» Listed entries:
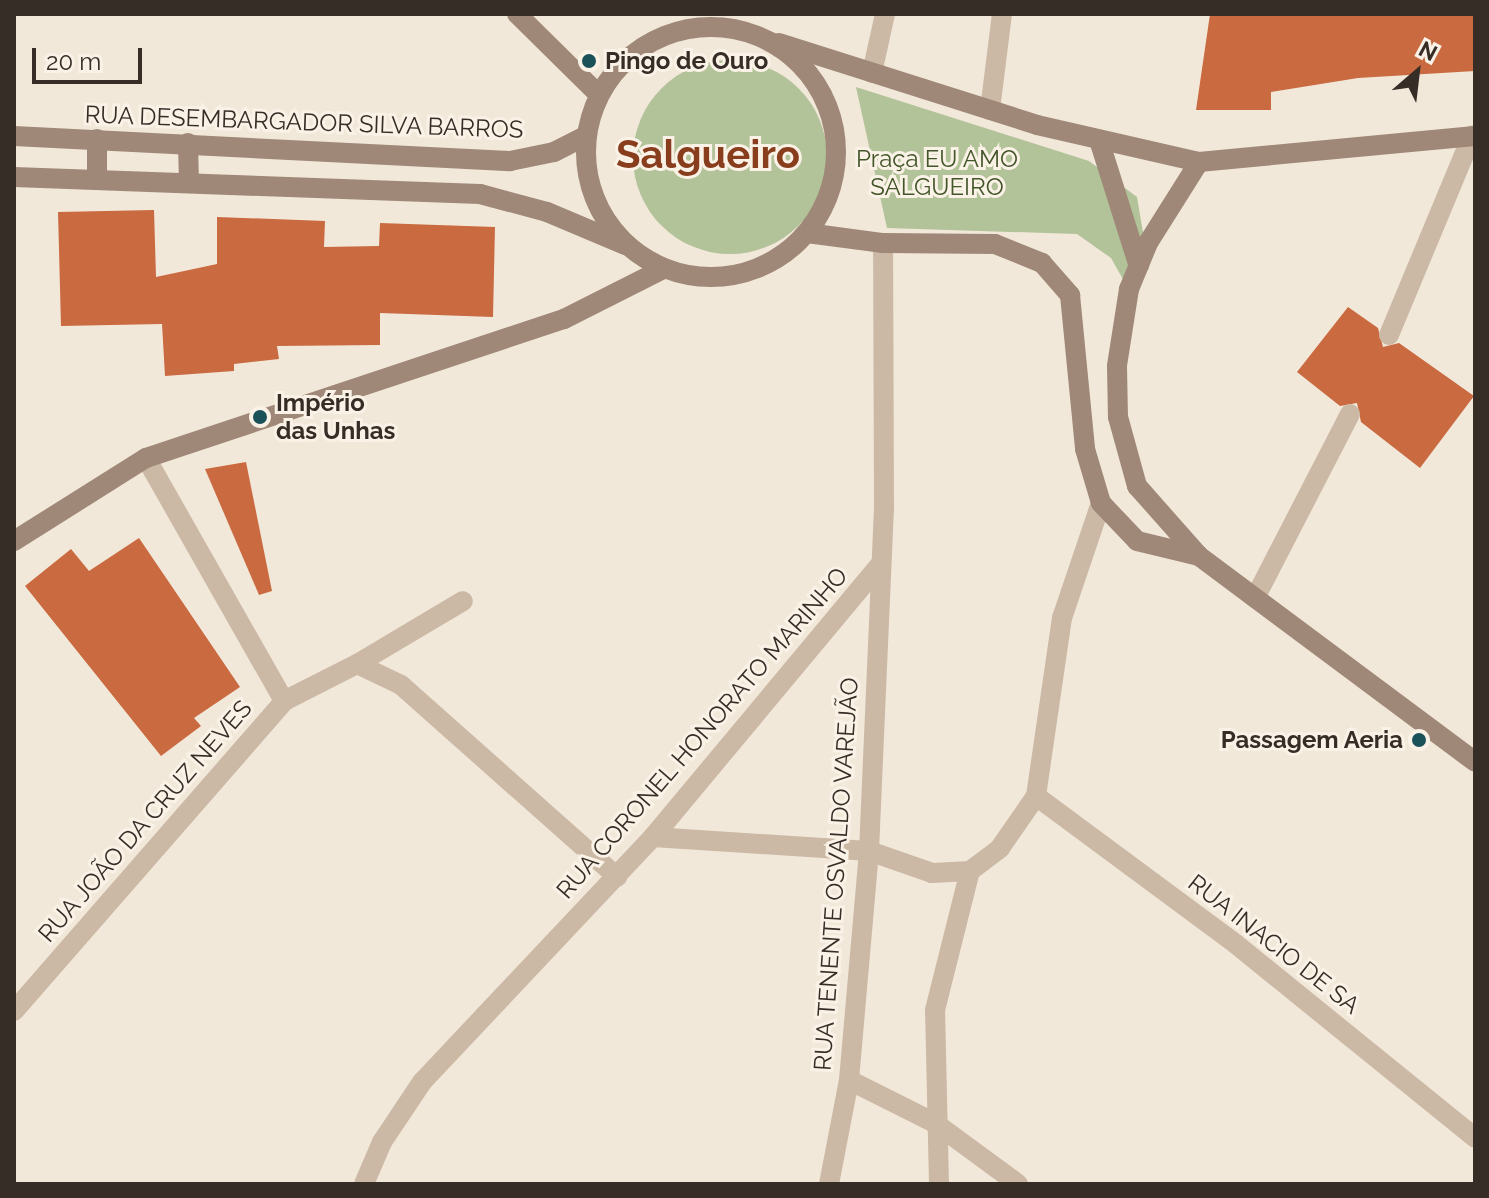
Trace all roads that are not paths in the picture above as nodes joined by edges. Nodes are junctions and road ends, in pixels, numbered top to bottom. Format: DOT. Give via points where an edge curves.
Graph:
graph roads {
  1 [pos="517,14"];
  2 [pos="885,14"];
  3 [pos="1002,14"];
  4 [pos="694,18"];
  5 [pos="745,32"];
  6 [pos="872,73"];
  7 [pos="599,95"];
  8 [pos="990,110"];
  9 [pos="14,136"];
  10 [pos="586,136"];
  11 [pos="1474,136"];
  12 [pos="97,139"];
  13 [pos="1099,140"];
  14 [pos="188,143"];
  15 [pos="1199,162"];
  16 [pos="14,177"];
  17 [pos="97,180"];
  18 [pos="189,183"];
  19 [pos="807,233"];
  20 [pos="883,243"];
  21 [pos="628,247"];
  22 [pos="1138,264"];
  23 [pos="663,269"];
  24 [pos="1389,335"];
  25 [pos="1350,414"];
  26 [pos="146,458"];
  27 [pos="1101,503"];
  28 [pos="14,541"];
  29 [pos="1199,556"];
  30 [pos="879,566"];
  31 [pos="1255,598"];
  32 [pos="463,601"];
  33 [pos="367,666"];
  34 [pos="284,701"];
  35 [pos="1475,762"];
  36 [pos="1036,796"];
  37 [pos="653,837"];
  38 [pos="869,851"];
  39 [pos="970,871"];
  40 [pos="617,877"];
  41 [pos="14,1011"];
  42 [pos="849,1080"];
  43 [pos="935,1123"];
  44 [pos="1475,1138"];
  45 [pos="364,1184"];
  46 [pos="829,1184"];
  47 [pos="939,1184"];
  48 [pos="1018,1184"];
  1 -- 7 [label="main road"];
  2 -- 6 [label="street"];
  3 -- 8 [label="street"];
  4 -- 5 [label="main road"];
  4 -- 7 [label="main road" via="625,61"];
  5 -- 6 [label="main road"];
  5 -- 19 [label="main road" via="783,50 812,80 831,116 836,158 828,198"];
  6 -- 8 [label="main road"];
  7 -- 10 [label="main road"];
  8 -- 13 [label="main road"];
  9 -- 12 [label="main road, RUA DESEMBARGADOR SILVA BARROS"];
  10 -- 14 [label="main road, RUA DESEMBARGADOR SILVA BARROS" via="554,152 510,161"];
  10 -- 21 [label="main road" via="592,190 602,215"];
  11 -- 15 [label="main road"];
  11 -- 24 [label="street"];
  12 -- 14 [label="main road, RUA DESEMBARGADOR SILVA BARROS"];
  12 -- 17 [label="main road"];
  13 -- 15 [label="main road"];
  13 -- 22 [label="main road"];
  14 -- 18 [label="main road"];
  15 -- 22 [label="main road"];
  16 -- 17 [label="main road"];
  17 -- 18 [label="main road"];
  18 -- 21 [label="main road" via="480,194 547,212"];
  19 -- 20 [label="main road"];
  19 -- 23 [label="main road" via="776,260 738,275 699,278"];
  20 -- 27 [label="main road" via="995,244 1058,277 1070,295 1079,338 1085,449"];
  20 -- 30 [label="street, RUA CORONEL HONORATO MARINHO"];
  21 -- 23 [label="main road"];
  22 -- 29 [label="main road" via="1117,366 1123,454 1137,486"];
  23 -- 26 [label="main road" via="564,319"];
  25 -- 31 [label="street"];
  26 -- 28 [label="main road"];
  26 -- 34 [label="street"];
  27 -- 29 [label="main road" via="1137,541"];
  27 -- 36 [label="street" via="1062,618"];
  29 -- 31 [label="main road"];
  30 -- 37 [label="street, RUA CORONEL HONORATO MARINHO"];
  30 -- 38 [label="street, RUA TENENTE OSVALDO VAREJÃO"];
  31 -- 35 [label="main road"];
  32 -- 33 [label="street"];
  33 -- 34 [label="street"];
  33 -- 40 [label="street"];
  34 -- 41 [label="street, RUA JOÃO DA CRUZ NEVES"];
  36 -- 39 [label="street" via="1000,848"];
  36 -- 44 [label="street, RUA INACIO DE SA" via="1237,945"];
  37 -- 38 [label="street"];
  37 -- 40 [label="street, RUA CORONEL HONORATO MARINHO"];
  38 -- 39 [label="street" via="932,873"];
  38 -- 42 [label="street, RUA TENENTE OSVALDO VAREJÃO"];
  39 -- 43 [label="street" via="935,1010"];
  40 -- 45 [label="street, RUA CORONEL HONORATO MARINHO" via="422,1082 382,1142"];
  42 -- 43 [label="street"];
  42 -- 46 [label="street, RUA TENENTE OSVALDO VAREJÃO"];
  43 -- 47 [label="street"];
  43 -- 48 [label="street"];
}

» Problem: Filter these records, keeping every line where the word "MARINHO" occurs.

» Final answer:
  20 -- 30 [label="street, RUA CORONEL HONORATO MARINHO"];
  30 -- 37 [label="street, RUA CORONEL HONORATO MARINHO"];
  37 -- 40 [label="street, RUA CORONEL HONORATO MARINHO"];
  40 -- 45 [label="street, RUA CORONEL HONORATO MARINHO" via="422,1082 382,1142"];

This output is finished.